Minister for Trade, Industry and Competition Parks Tau says the US has signalled that there’s “still room for engagement” on South Africa’s request for an extension of the 90-day pause on new US tariffs.
This comes as US President Donald Trump said on Friday morning, 4 July, that the White House will begin notifying countries about new tariffs being imposed on them. Some tariffs, Trump said, could be even steeper than originally announced, according to a report from The New York Times.
Read more: US pushes countries for best offers by Wednesday as tariff deadline looms
Trump imposed a 30% tariff on SA in April, as part of his global “reciprocal” tariffs, before agreeing to suspend their application for 90 days, saying he would hammer out bilateral deals with trade partners.
The 90-day pause on Trump’s tariff hikes will end on 9 July.
SA, and other countries around the globe, have been pushing to negotiate trade deals with the US in order to prevent Trump’s sweeping tariffs.
The Department of Trade, Industry and Competition (DTIC) said this week that SA has requested an extension of the 90-day pause, to enable it to revise its proposed deal in accordance with the Trump administration’s new template for US trade with sub-Saharan Africa.
“In this regard, we are of the view that South Africa may need to resubmit its Framework Deal in accordance with the new template. It is thus expected that the deadline may be shifted,” said Tau in a statement on Tuesday, 1 July.

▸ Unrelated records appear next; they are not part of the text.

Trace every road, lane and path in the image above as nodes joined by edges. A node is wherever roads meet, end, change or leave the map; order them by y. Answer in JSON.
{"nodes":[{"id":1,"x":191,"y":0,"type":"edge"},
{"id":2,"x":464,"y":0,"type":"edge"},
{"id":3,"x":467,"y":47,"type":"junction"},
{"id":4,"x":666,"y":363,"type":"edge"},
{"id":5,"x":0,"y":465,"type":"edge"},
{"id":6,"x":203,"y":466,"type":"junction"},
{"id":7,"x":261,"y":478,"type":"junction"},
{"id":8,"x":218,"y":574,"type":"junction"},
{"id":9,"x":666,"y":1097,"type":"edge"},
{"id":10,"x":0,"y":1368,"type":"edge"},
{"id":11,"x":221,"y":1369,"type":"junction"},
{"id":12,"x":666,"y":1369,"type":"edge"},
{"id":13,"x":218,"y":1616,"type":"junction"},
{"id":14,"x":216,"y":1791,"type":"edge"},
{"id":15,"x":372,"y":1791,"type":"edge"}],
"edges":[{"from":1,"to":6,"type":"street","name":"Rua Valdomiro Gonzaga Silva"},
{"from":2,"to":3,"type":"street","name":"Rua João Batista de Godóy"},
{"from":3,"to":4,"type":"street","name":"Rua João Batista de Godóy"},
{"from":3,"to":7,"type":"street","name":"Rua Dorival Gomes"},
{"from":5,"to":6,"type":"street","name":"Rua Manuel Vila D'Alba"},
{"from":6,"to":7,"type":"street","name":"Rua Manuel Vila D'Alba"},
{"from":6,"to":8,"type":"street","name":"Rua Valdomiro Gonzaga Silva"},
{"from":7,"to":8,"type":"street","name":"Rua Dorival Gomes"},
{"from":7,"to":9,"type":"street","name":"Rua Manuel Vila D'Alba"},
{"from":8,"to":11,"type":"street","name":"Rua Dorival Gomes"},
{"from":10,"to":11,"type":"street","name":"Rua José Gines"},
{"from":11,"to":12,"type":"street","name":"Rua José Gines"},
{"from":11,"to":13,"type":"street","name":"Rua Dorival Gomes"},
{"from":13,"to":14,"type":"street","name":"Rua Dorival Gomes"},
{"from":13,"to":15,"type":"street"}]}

“We urge the South African industry to exercise strategic patience and not take decisions in haste and that government will continue to use every avenue to engage the US government to find [an] amicable solution to safeguard South African interests in the US market,” he added.
The US’s plan to introduce a new trade template with countries in sub-Saharan Africa emerged in engagements between Deputy Minister of Trade and Industry, Zuko Godlimpi, and the Assistant US Trade Representative for Africa, Connie Hamilton, on the sidelines of the US-Africa Summit in Luanda, Angola, in June.
‘Very good’ engagement
According to Tau, Godlimpi had a “very good” engagement with Hamilton, where there was an “indication that there is still room for engagement”.
He told Daily Maverick on Friday that he believed discussions with the US will continue beyond 9 July.
“We submitted a draft Framework Agreement and they [the US] have not responded. They indicated that they are not in a position to finalise that right now, so it is their intention that discussions would go on beyond the 9th. So at this point we are awaiting an announcement from them,” Tau said.
Read more: SA’s best shot for salvaging US relations is ‘a reciprocal trade deal replacing Agoa’
SA initially submitted a proposed Framework Deal to the US on 20 May, a day before President Cyril Ramaphosa and Trump met at the White House in Washington, DC. The initial proposal included deals on agriculture, critical minerals, automotives and other exports.
“The Framework Deal addresses US concerns relating to, among others, non-tariff barriers, trade deficit, and commercial relations through two-way procurement or import of strategic goods. It aims to also resolve long-standing market access issues of interest to both sides and to promote bilateral investments in a mutually beneficial manner,” read the DTIC statement this week.
SA is also seeking to have some of its key exports exempt from the Sections 232 duties, including autos, auto parts, steel and aluminum. It is also seeking a maximum tariff application of 10% “as a worst case scenario”, according to the DTIC.
“The Framework also seeks exemption for Small and Medium Enterprises, counter-seasonal products and products that the US does not have productive capacity for,” it said.
What’s at stake?
The US is South Africa’s second-largest trading partner after China.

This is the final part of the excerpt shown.